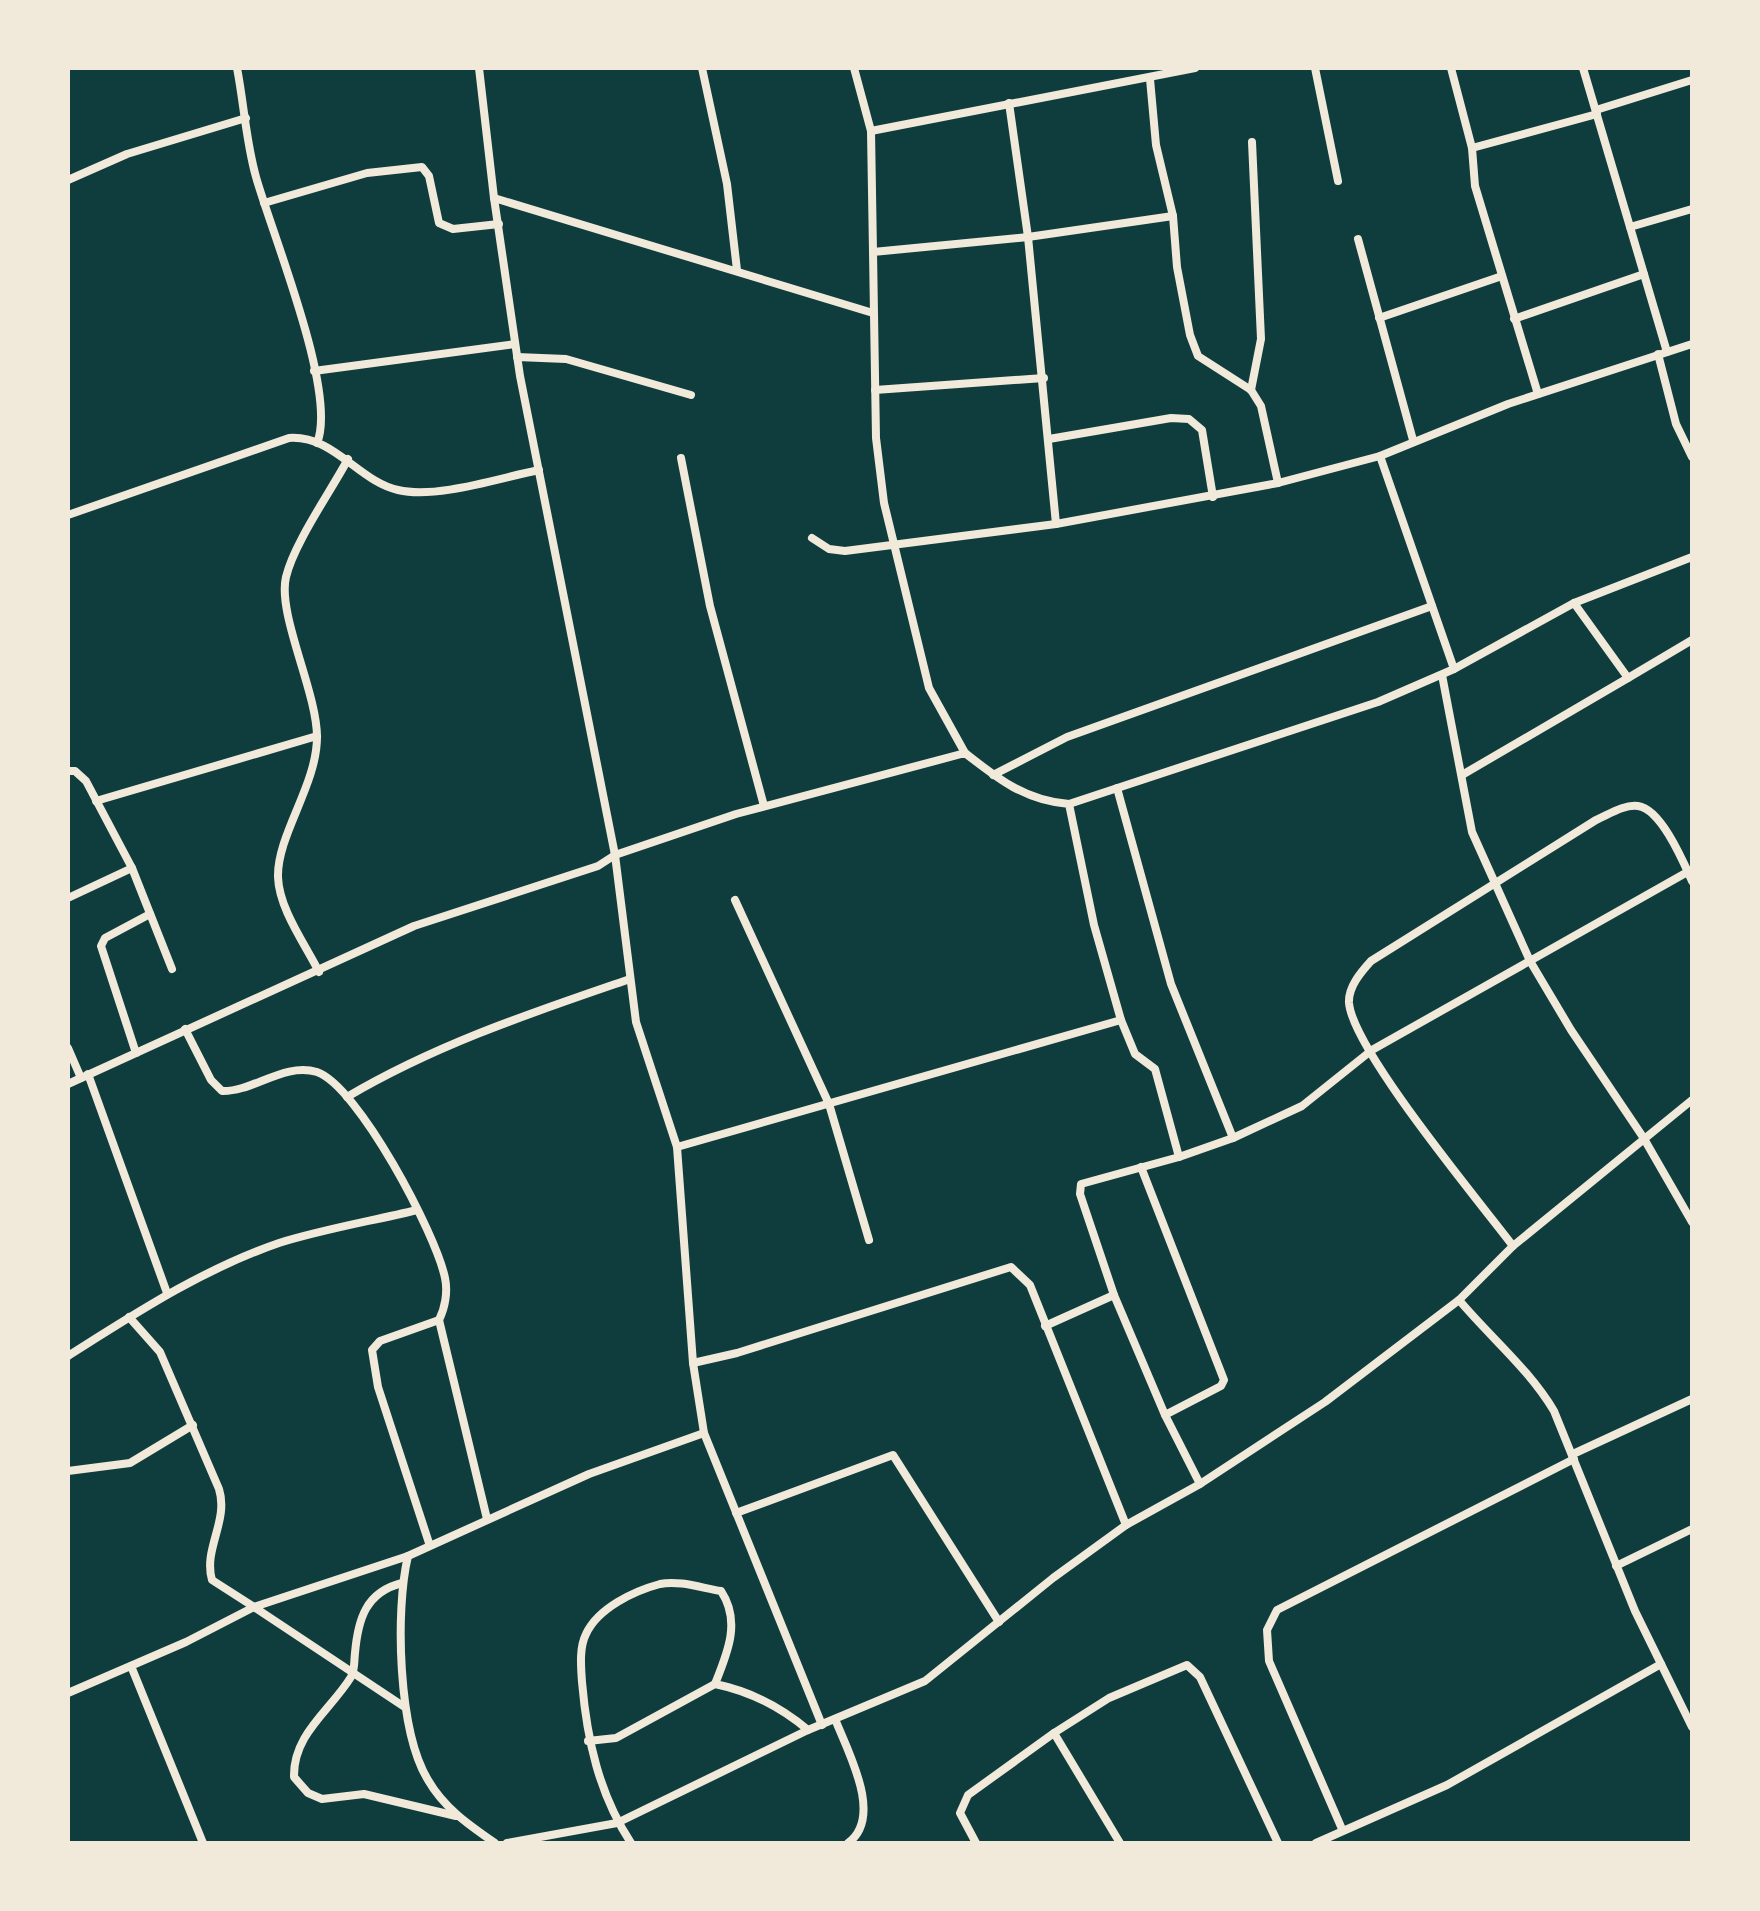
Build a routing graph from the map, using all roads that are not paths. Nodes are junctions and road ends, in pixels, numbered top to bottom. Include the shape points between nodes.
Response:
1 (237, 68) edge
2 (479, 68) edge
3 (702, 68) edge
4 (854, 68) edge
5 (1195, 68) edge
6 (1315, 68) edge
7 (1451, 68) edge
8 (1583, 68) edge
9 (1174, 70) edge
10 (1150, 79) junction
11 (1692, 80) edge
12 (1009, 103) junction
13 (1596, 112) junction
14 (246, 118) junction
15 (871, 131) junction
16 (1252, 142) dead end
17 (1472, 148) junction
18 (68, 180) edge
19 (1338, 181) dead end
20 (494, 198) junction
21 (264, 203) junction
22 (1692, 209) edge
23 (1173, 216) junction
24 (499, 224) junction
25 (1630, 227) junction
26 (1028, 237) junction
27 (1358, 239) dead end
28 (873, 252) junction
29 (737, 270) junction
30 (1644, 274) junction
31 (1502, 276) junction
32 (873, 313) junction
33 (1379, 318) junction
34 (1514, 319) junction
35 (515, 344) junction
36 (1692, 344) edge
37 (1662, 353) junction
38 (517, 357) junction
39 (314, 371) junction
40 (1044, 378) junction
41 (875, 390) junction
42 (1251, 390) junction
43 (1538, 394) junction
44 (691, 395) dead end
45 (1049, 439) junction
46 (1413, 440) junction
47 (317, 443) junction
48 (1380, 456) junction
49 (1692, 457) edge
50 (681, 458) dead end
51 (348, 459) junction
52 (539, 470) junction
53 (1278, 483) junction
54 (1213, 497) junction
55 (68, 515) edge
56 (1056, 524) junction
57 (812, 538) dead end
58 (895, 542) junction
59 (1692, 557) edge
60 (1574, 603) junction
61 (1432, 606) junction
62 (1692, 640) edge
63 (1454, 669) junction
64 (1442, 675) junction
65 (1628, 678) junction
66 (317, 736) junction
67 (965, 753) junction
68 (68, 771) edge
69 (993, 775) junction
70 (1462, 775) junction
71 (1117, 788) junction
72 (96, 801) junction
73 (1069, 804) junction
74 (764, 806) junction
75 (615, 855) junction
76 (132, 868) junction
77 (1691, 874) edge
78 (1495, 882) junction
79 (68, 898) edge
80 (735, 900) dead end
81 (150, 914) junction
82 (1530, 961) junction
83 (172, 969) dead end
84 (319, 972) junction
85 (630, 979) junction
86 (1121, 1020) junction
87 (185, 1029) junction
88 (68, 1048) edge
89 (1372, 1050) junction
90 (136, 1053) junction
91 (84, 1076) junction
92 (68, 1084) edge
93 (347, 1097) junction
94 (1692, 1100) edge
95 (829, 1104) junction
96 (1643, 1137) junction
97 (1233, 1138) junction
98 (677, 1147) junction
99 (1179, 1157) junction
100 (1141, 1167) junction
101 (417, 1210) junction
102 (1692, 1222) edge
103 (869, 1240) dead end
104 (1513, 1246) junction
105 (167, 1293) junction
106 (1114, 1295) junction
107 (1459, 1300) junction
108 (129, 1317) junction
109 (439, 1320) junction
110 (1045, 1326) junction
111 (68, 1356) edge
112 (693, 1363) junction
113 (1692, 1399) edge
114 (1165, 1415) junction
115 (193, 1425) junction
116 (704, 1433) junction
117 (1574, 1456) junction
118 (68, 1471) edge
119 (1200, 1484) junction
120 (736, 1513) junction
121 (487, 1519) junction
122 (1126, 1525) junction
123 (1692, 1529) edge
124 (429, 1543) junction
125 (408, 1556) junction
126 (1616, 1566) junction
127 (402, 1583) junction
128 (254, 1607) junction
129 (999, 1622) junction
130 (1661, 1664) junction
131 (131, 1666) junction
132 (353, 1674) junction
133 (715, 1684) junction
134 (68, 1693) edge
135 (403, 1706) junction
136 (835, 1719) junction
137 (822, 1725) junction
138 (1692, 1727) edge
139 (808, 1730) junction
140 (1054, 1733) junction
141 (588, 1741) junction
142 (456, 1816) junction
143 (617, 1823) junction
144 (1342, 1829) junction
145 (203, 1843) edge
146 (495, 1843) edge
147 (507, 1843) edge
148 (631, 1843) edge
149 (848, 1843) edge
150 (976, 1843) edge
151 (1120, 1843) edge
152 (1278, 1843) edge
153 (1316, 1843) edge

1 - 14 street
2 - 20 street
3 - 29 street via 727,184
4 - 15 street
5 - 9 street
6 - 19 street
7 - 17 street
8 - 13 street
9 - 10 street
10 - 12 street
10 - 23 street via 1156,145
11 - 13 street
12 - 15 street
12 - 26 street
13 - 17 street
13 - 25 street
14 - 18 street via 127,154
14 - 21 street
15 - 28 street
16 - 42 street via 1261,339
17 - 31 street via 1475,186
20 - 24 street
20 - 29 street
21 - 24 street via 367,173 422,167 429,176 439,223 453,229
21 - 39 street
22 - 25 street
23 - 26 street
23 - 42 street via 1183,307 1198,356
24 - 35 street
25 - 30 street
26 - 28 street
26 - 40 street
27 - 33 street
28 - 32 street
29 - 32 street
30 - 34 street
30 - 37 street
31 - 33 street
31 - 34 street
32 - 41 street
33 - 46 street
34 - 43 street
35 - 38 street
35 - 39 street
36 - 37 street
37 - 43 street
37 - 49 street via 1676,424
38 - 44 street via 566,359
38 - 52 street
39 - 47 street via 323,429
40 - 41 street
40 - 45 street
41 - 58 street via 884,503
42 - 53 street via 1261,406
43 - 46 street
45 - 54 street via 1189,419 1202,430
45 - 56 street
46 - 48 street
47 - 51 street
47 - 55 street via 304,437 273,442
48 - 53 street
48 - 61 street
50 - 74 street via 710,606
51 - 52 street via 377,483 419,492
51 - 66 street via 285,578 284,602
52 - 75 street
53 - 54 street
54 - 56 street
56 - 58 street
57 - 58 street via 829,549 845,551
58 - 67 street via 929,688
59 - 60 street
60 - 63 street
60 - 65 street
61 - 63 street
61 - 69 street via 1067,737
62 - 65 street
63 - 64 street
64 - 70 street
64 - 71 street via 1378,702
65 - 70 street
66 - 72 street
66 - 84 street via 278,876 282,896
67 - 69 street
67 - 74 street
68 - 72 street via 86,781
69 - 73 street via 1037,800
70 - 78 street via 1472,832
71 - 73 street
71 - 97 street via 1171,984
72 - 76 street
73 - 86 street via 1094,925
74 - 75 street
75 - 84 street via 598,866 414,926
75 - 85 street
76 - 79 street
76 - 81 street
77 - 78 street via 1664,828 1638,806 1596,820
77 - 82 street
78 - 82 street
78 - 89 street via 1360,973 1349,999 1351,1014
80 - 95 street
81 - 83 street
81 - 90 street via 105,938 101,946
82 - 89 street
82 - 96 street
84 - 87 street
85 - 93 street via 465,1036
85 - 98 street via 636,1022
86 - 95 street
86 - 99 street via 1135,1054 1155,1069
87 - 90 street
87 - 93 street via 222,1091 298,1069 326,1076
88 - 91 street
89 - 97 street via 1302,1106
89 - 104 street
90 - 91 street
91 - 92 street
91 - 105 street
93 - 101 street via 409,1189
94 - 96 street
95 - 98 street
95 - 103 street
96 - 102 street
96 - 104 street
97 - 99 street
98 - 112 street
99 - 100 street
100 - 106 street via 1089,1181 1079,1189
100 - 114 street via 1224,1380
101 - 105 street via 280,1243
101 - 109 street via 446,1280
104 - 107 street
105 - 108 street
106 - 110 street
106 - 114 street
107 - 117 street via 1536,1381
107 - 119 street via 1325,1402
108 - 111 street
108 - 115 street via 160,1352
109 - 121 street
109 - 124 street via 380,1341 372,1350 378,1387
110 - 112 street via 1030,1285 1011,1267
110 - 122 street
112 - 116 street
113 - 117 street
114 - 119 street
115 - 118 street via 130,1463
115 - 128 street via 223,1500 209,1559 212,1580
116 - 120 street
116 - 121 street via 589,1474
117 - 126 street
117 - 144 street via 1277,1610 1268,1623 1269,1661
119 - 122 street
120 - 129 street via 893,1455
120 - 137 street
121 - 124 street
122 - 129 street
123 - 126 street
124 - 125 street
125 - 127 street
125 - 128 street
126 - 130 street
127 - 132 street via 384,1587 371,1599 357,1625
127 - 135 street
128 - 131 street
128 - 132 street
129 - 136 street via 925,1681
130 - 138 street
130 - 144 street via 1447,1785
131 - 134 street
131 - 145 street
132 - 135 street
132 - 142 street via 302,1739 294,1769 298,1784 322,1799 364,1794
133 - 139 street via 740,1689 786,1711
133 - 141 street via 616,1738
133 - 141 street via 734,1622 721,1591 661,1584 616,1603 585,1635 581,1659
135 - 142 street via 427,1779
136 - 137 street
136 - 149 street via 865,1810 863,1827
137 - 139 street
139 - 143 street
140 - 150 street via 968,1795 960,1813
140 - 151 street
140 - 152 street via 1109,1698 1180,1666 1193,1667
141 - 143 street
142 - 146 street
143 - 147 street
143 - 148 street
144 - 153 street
=-=-=
Task details ▸
Copy out all lines from the material above that contain the string "dead".

Answer to the exercise ▸
16 (1252, 142) dead end
19 (1338, 181) dead end
27 (1358, 239) dead end
44 (691, 395) dead end
50 (681, 458) dead end
57 (812, 538) dead end
80 (735, 900) dead end
83 (172, 969) dead end
103 (869, 1240) dead end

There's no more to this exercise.